TypeScript interface matching a function and its arguments

You can use generics. Make MyInterface a generic that takes a type argument.

// Generic interface that requires a type argument
interface MyInterface<T> {
  method: (arg: T) => void,
  args: T
}

// Your functions
const foo = (thing: string) => { console.log(thing) }
const bar = (thing: number) => { console.log(thing) }

// Object of shape MyInterface must take a type argument
// That type argument must satisfy foo:
const makeAGoodArgument: MyInterface<string> = {
  method: foo,
  args: 'whatever'
}

const makeAnotherGoodArgument: MyInterface<number> = {
  method: bar,
  args: 80
}

const makeABadArgument: MyInterface<string> = {
  method: foo,
  args: 800 // <---- this errors
}

Typescript playground

If you don't like having to declare type arguments every time you create an object, you can do it up front:

type MyInterfaces = MyInterface<string> | MyInterface<number>

const makeAGoodArgument: MyInterfaces = { ... }

You will achieve the same result.
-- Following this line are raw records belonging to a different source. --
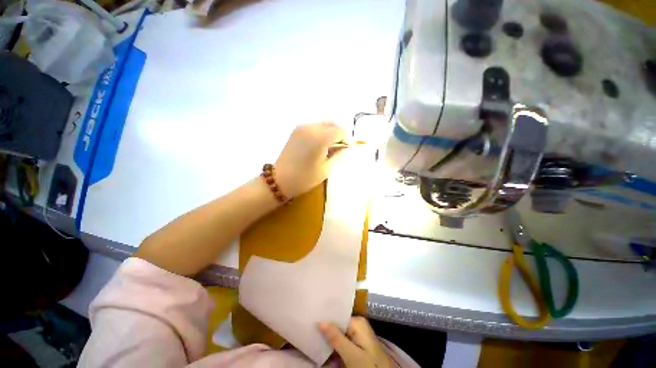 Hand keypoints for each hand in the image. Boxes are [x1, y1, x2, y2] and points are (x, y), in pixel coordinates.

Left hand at [274, 122, 346, 197]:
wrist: (280, 180)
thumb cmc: (305, 178)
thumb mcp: (327, 168)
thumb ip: (339, 154)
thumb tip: (346, 146)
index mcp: (321, 137)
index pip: (341, 130)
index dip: (345, 139)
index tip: (343, 150)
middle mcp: (312, 127)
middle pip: (332, 124)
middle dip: (337, 135)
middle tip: (335, 150)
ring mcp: (302, 127)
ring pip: (323, 125)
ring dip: (328, 134)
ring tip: (324, 149)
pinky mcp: (295, 130)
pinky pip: (313, 127)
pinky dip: (319, 133)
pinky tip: (315, 146)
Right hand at [318, 317, 394, 367]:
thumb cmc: (369, 366)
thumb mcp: (351, 354)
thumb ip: (336, 337)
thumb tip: (319, 321)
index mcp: (357, 322)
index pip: (337, 316)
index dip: (325, 320)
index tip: (312, 321)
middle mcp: (358, 325)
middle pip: (337, 325)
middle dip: (326, 331)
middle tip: (311, 331)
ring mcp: (358, 335)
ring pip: (339, 335)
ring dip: (329, 340)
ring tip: (314, 338)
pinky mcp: (357, 346)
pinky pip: (343, 342)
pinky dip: (335, 347)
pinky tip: (325, 348) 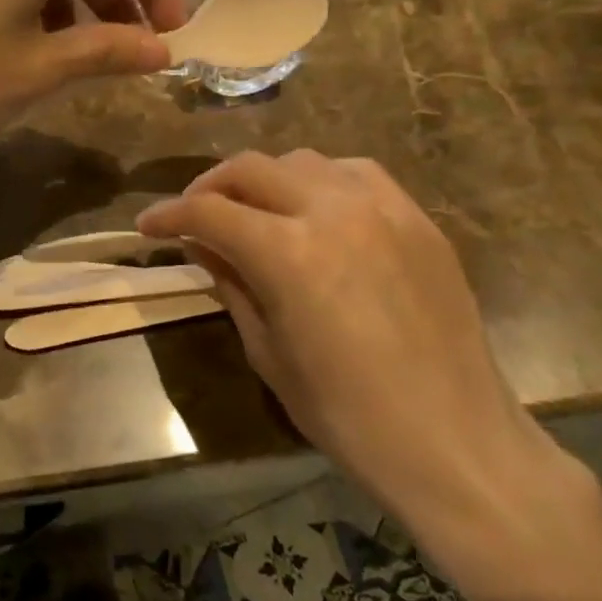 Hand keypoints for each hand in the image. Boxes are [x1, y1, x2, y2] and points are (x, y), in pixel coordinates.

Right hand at [136, 151, 601, 600]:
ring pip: (304, 161)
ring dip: (266, 179)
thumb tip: (202, 247)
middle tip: (193, 213)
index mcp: (288, 253)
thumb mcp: (269, 354)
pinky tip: (316, 210)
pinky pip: (357, 174)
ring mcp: (382, 207)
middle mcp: (332, 211)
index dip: (169, 215)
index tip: (148, 226)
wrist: (453, 440)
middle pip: (252, 169)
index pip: (209, 211)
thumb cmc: (347, 415)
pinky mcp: (417, 218)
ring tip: (254, 210)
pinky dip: (321, 181)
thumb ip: (232, 286)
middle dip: (210, 186) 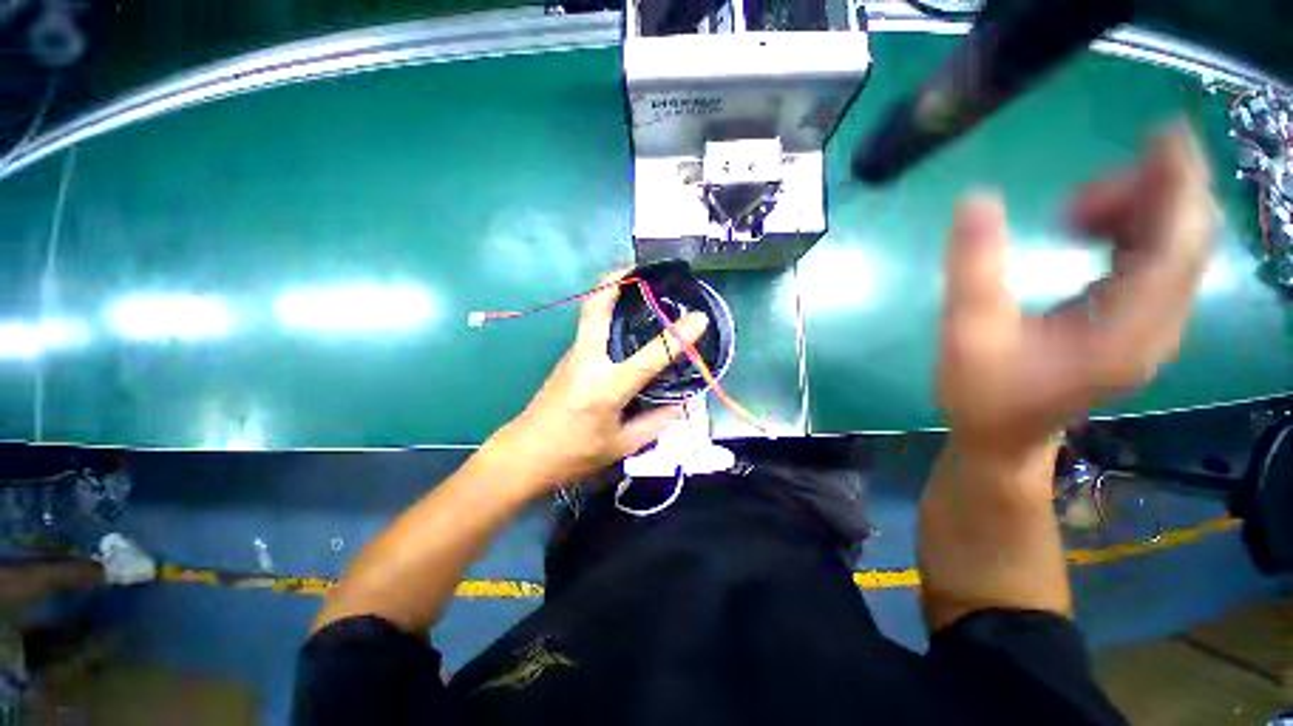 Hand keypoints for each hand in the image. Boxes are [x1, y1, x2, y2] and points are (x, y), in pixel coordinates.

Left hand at [484, 271, 708, 493]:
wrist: (525, 453)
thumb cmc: (574, 454)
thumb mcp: (622, 446)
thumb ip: (656, 422)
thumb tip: (680, 403)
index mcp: (607, 388)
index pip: (649, 357)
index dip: (678, 337)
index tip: (699, 318)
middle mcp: (588, 361)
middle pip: (596, 308)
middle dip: (615, 280)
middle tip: (638, 266)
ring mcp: (573, 355)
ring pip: (590, 313)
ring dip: (609, 291)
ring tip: (635, 283)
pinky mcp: (567, 357)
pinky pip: (589, 327)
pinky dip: (604, 310)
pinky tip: (623, 316)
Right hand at [938, 122, 1216, 461]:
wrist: (1002, 438)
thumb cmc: (982, 395)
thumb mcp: (966, 334)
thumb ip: (973, 270)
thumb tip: (976, 201)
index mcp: (1126, 332)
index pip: (1179, 245)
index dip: (1178, 185)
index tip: (1163, 134)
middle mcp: (1155, 325)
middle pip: (1186, 237)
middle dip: (1147, 195)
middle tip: (1075, 198)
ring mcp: (1150, 324)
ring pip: (1173, 243)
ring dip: (1134, 211)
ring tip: (1070, 215)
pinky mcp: (1135, 321)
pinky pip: (1154, 258)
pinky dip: (1129, 230)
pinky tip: (1085, 231)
It requires a bit more interface and type definitions up front, but once you get to writing your objects, you don't have to supply a type argument with every object you write.

If you were hoping for an interface structure that would infer this for you without a type argument, I would echo this answer: I don't think there's a way (or at least not a clean way) to have the type of one class property to depend on the current value of another property.